Efficient frontier offers the highest return for given level of risk… The minimum-variance frontier is the expected return-standard deviation combinations of the set of portfolios that have the minimum variance for every given level of expected return. think of th MVF as a curved graph, where its humped to the left. if you think about it, it has portfolios with the same risk but with different returns… i.e. if you take a point below the global minimum and a point exactly above it.
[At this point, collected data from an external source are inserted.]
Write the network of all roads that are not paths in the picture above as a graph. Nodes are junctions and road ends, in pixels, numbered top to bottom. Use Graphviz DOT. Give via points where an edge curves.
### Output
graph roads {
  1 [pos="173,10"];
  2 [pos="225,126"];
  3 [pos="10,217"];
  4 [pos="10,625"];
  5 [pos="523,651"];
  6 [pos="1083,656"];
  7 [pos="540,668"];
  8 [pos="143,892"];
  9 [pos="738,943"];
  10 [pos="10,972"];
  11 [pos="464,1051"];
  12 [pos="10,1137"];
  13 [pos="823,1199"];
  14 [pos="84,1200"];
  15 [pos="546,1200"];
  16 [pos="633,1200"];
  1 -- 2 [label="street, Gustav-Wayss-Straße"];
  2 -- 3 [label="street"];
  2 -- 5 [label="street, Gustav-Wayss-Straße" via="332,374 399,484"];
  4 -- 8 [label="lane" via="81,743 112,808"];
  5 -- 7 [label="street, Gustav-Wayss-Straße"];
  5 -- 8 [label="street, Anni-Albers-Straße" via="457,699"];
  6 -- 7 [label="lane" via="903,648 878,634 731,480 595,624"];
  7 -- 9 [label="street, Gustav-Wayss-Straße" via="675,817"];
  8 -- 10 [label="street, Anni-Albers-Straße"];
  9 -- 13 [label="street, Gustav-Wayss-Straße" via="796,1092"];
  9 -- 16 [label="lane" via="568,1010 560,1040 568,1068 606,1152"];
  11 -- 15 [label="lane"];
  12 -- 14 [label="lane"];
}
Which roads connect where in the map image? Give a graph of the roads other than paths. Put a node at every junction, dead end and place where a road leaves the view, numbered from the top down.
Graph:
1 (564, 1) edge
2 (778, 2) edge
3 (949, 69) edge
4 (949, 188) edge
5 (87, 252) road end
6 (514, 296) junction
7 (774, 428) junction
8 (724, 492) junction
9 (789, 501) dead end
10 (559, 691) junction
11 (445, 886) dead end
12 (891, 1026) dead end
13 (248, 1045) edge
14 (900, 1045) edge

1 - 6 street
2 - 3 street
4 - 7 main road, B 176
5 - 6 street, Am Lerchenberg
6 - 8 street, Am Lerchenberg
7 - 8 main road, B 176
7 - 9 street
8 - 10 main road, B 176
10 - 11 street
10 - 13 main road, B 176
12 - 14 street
That’s not true for the efficient frontier, however, cause it starts at the global minimum, thus the line shall include portfolios with the highest possible returns ONLY.
for those who have Schweser’s book 3, I suggest you look at the graph on page 198. The graph plots the minimum variance frontier. the part of the curve that is light blue is the efficient frontier… which has the portfolios with the highest returns, given the same level of risk.
I can find A and B in reputable sources.
absolutely b. according to the Efficient Frontier theory you can have two levels of return for every level of risk. if you eliminate the lower level of return then you are left with the higher level of return for every level of risk. dont even need to know PM to answer this.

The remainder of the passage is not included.